The book is thoughtfully arranged as a timeline history of Islay (pronounced "eye-luh", as I'm sure you know by now), interwoven with seven glasses of fine single malt, one from each distillery. In truly democratic style, the distilleries are approached alphabetically, rather than geographically, but the geographic peculiarities of the island are addressed, both generally, in terms of its unique geology, and specifically, by walking the water supply of each distillery from its source to the stills themselves. The fact that a couple of the water courses had decomposing animals in them has made me eye my drinks cabinet with unusual suspicion, although repeated samplings have produced no ill effects.

The history of Islay, although I'm no expert, seems thoroughly researched, and is engaging and, at times, amusing. One of my favourite characters, Talbot Clifton, is a figure so improbable as to have been lifted from Ripping Yarn. Becoming a laird of Islay in 1922, on purchase of the Kidalton Estate, he embarked on a series of ill-conceived adventures across the globe, discovering new species of mammal, and then shooting and eating them. Fantastically, he and his companions also ate mammoth excavated from the permafrost. For someone who was clearly a lousy, ill-prepared explorer, he certainly got up to some adventures.

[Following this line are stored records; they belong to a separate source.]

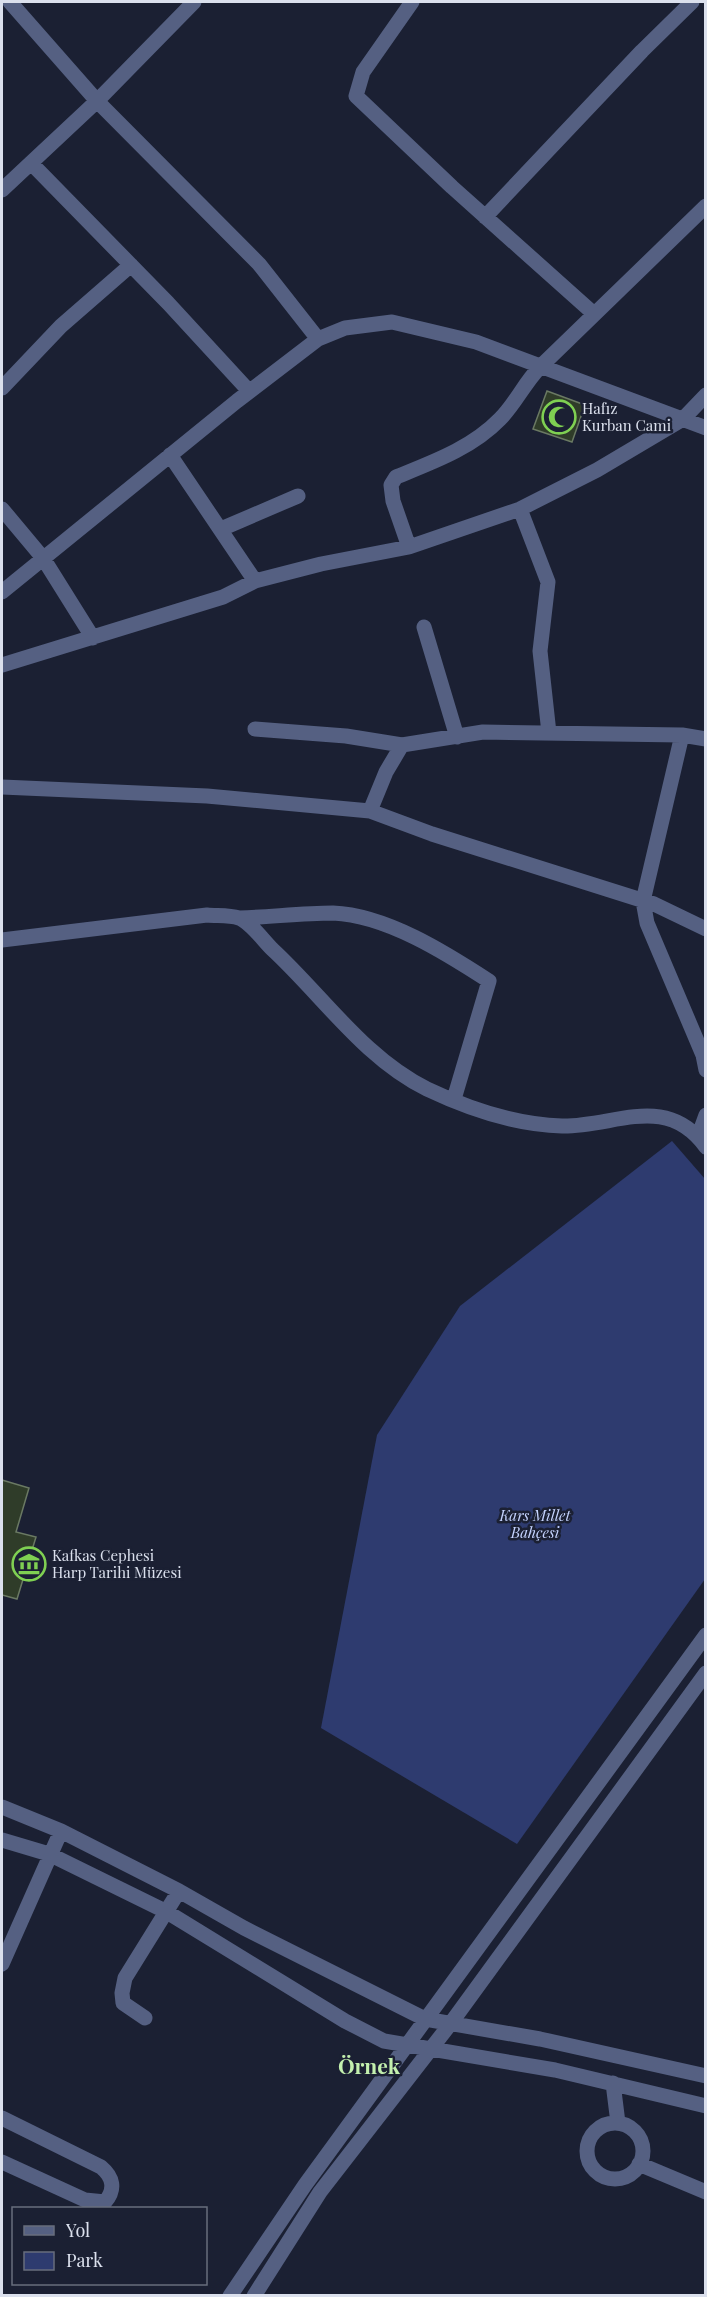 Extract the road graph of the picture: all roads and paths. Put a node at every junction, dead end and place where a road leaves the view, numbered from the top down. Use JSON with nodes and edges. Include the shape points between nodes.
{"nodes":[{"id":1,"x":9,"y":2,"type":"edge"},
{"id":2,"x":194,"y":2,"type":"edge"},
{"id":3,"x":412,"y":2,"type":"edge"},
{"id":4,"x":692,"y":2,"type":"edge"},
{"id":5,"x":97,"y":102,"type":"junction"},
{"id":6,"x":31,"y":163,"type":"junction"},
{"id":7,"x":2,"y":190,"type":"edge"},
{"id":8,"x":705,"y":206,"type":"edge"},
{"id":9,"x":485,"y":217,"type":"junction"},
{"id":10,"x":131,"y":265,"type":"junction"},
{"id":11,"x":593,"y":314,"type":"junction"},
{"id":12,"x":318,"y":339,"type":"junction"},
{"id":13,"x":539,"y":368,"type":"junction"},
{"id":14,"x":2,"y":388,"type":"edge"},
{"id":15,"x":249,"y":391,"type":"junction"},
{"id":16,"x":705,"y":395,"type":"edge"},
{"id":17,"x":683,"y":419,"type":"junction"},
{"id":18,"x":705,"y":428,"type":"edge"},
{"id":19,"x":170,"y":455,"type":"junction"},
{"id":20,"x":298,"y":496,"type":"dead end"},
{"id":21,"x":2,"y":509,"type":"edge"},
{"id":22,"x":520,"y":509,"type":"junction"},
{"id":23,"x":220,"y":529,"type":"junction"},
{"id":24,"x":409,"y":547,"type":"junction"},
{"id":25,"x":43,"y":558,"type":"junction"},
{"id":26,"x":255,"y":581,"type":"junction"},
{"id":27,"x":2,"y":592,"type":"edge"},
{"id":28,"x":424,"y":627,"type":"dead end"},
{"id":29,"x":93,"y":638,"type":"junction"},
{"id":30,"x":2,"y":665,"type":"edge"},
{"id":31,"x":255,"y":729,"type":"dead end"},
{"id":32,"x":549,"y":733,"type":"junction"},
{"id":33,"x":682,"y":735,"type":"junction"},
{"id":34,"x":457,"y":737,"type":"junction"},
{"id":35,"x":705,"y":739,"type":"edge"},
{"id":36,"x":402,"y":745,"type":"junction"},
{"id":37,"x":2,"y":787,"type":"edge"},
{"id":38,"x":370,"y":811,"type":"junction"},
{"id":39,"x":643,"y":901,"type":"junction"},
{"id":40,"x":240,"y":918,"type":"junction"},
{"id":41,"x":705,"y":929,"type":"edge"},
{"id":42,"x":2,"y":940,"type":"edge"},
{"id":43,"x":705,"y":1070,"type":"edge"},
{"id":44,"x":454,"y":1099,"type":"junction"},
{"id":45,"x":705,"y":1115,"type":"edge"},
{"id":46,"x":702,"y":1142,"type":"edge"},
{"id":47,"x":705,"y":1635,"type":"edge"},
{"id":48,"x":705,"y":1673,"type":"edge"},
{"id":49,"x":2,"y":1807,"type":"edge"},
{"id":50,"x":61,"y":1831,"type":"junction"},
{"id":51,"x":2,"y":1840,"type":"edge"},
{"id":52,"x":50,"y":1854,"type":"junction"},
{"id":53,"x":179,"y":1891,"type":"junction"},
{"id":54,"x":167,"y":1912,"type":"junction"},
{"id":55,"x":2,"y":1964,"type":"edge"},
{"id":56,"x":146,"y":2018,"type":"dead end"},
{"id":57,"x":425,"y":2019,"type":"junction"},
{"id":58,"x":451,"y":2023,"type":"junction"},
{"id":59,"x":406,"y":2045,"type":"junction"},
{"id":60,"x":430,"y":2049,"type":"junction"},
{"id":61,"x":705,"y":2076,"type":"edge"},
{"id":62,"x":613,"y":2083,"type":"junction"},
{"id":63,"x":705,"y":2106,"type":"edge"},
{"id":64,"x":2,"y":2118,"type":"edge"},
{"id":65,"x":618,"y":2123,"type":"junction"},
{"id":66,"x":2,"y":2162,"type":"edge"},
{"id":67,"x":639,"y":2164,"type":"junction"},
{"id":68,"x":705,"y":2192,"type":"edge"},
{"id":69,"x":230,"y":2295,"type":"edge"},
{"id":70,"x":254,"y":2295,"type":"edge"}],
"edges":[{"from":1,"to":5,"type":"street"},
{"from":2,"to":5,"type":"street"},
{"from":3,"to":9,"type":"street","via":[[363,72],[357,96]]},
{"from":4,"to":9,"type":"street"},
{"from":5,"to":6,"type":"street"},
{"from":5,"to":12,"type":"street","via":[[259,264]]},
{"from":6,"to":7,"type":"street"},
{"from":6,"to":10,"type":"street"},
{"from":8,"to":11,"type":"street"},
{"from":9,"to":11,"type":"street"},
{"from":10,"to":14,"type":"street","via":[[61,326]]},
{"from":10,"to":15,"type":"street"},
{"from":11,"to":13,"type":"street"},
{"from":12,"to":13,"type":"street","via":[[345,328],[392,322],[476,342]]},
{"from":12,"to":15,"type":"street"},
{"from":13,"to":17,"type":"street"},
{"from":13,"to":24,"type":"street","via":[[500,420],[478,438],[450,455],[396,477],[391,484],[393,501]]},
{"from":15,"to":19,"type":"street"},
{"from":16,"to":17,"type":"street"},
{"from":17,"to":18,"type":"street"},
{"from":17,"to":22,"type":"street","via":[[597,470]]},
{"from":19,"to":23,"type":"street"},
{"from":19,"to":25,"type":"street"},
{"from":20,"to":23,"type":"street"},
{"from":21,"to":25,"type":"street"},
{"from":22,"to":24,"type":"street"},
{"from":22,"to":32,"type":"street","via":[[548,582],[540,651]]},
{"from":23,"to":26,"type":"street"},
{"from":24,"to":26,"type":"street"},
{"from":25,"to":27,"type":"street"},
{"from":25,"to":29,"type":"street"},
{"from":26,"to":29,"type":"street","via":[[222,597]]},
{"from":28,"to":34,"type":"street"},
{"from":29,"to":30,"type":"street"},
{"from":31,"to":36,"type":"street","via":[[346,735]]},
{"from":32,"to":33,"type":"street"},
{"from":32,"to":34,"type":"street","via":[[483,732]]},
{"from":33,"to":35,"type":"street"},
{"from":33,"to":39,"type":"street"},
{"from":34,"to":36,"type":"street"},
{"from":36,"to":38,"type":"street"},
{"from":37,"to":38,"type":"street","via":[[207,796]]},
{"from":38,"to":39,"type":"street"},
{"from":39,"to":41,"type":"street"},
{"from":39,"to":43,"type":"street","via":[[647,923],[703,1055]]},
{"from":40,"to":42,"type":"street","via":[[207,915]]},
{"from":40,"to":44,"type":"street","via":[[376,1055],[426,1088]]},
{"from":40,"to":44,"type":"street","via":[[335,913],[386,925],[438,948],[489,981]]},
{"from":44,"to":46,"type":"street","via":[[498,1116],[563,1126],[636,1115],[663,1118],[680,1123]]},
{"from":45,"to":46,"type":"street"},
{"from":47,"to":57,"type":"street"},
{"from":48,"to":58,"type":"street"},
{"from":49,"to":50,"type":"street"},
{"from":50,"to":52,"type":"street"},
{"from":50,"to":53,"type":"street"},
{"from":51,"to":52,"type":"street"},
{"from":52,"to":54,"type":"street"},
{"from":52,"to":55,"type":"street"},
{"from":53,"to":54,"type":"street"},
{"from":53,"to":57,"type":"street"},
{"from":54,"to":56,"type":"street","via":[[125,1978],[122,1993],[123,2003]]},
{"from":54,"to":59,"type":"street","via":[[345,2021],[384,2041]]},
{"from":57,"to":58,"type":"street"},
{"from":57,"to":59,"type":"street"},
{"from":58,"to":60,"type":"street"},
{"from":58,"to":61,"type":"street"},
{"from":59,"to":60,"type":"street"},
{"from":59,"to":69,"type":"street"},
{"from":60,"to":62,"type":"street"},
{"from":60,"to":70,"type":"street","via":[[320,2192]]},
{"from":62,"to":63,"type":"street"},
{"from":62,"to":65,"type":"street"},
{"from":64,"to":66,"type":"street","via":[[100,2167],[108,2173],[111,2195],[105,2202],[85,2200]]},
{"from":65,"to":67,"type":"street","via":[[639,2138]]},
{"from":65,"to":67,"type":"street","via":[[593,2133],[587,2150],[591,2166],[603,2176],[618,2179],[634,2172]]},
{"from":67,"to":68,"type":"street"}]}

The sections on the distilleries and the tasting notes too are thorough and sensible, devoting more space to the easily available expressions, and briefly hinting at the glories of casks that you and I will only ever read about. If the notes, and the tone of the prose in general, sometimes gets a little flowery, then this serves only to reinforce the romantic notions of life on Islay. Should you get too carried away, however, then there is always a pithy reminder of the toughness of life there; farming on the island is described as being akin to standing under a cold shower, tearing up fifty pound notes.

Thanks to Leeanne for buying me the book, and to Mr. Jefford for writing it. Two thumbs up.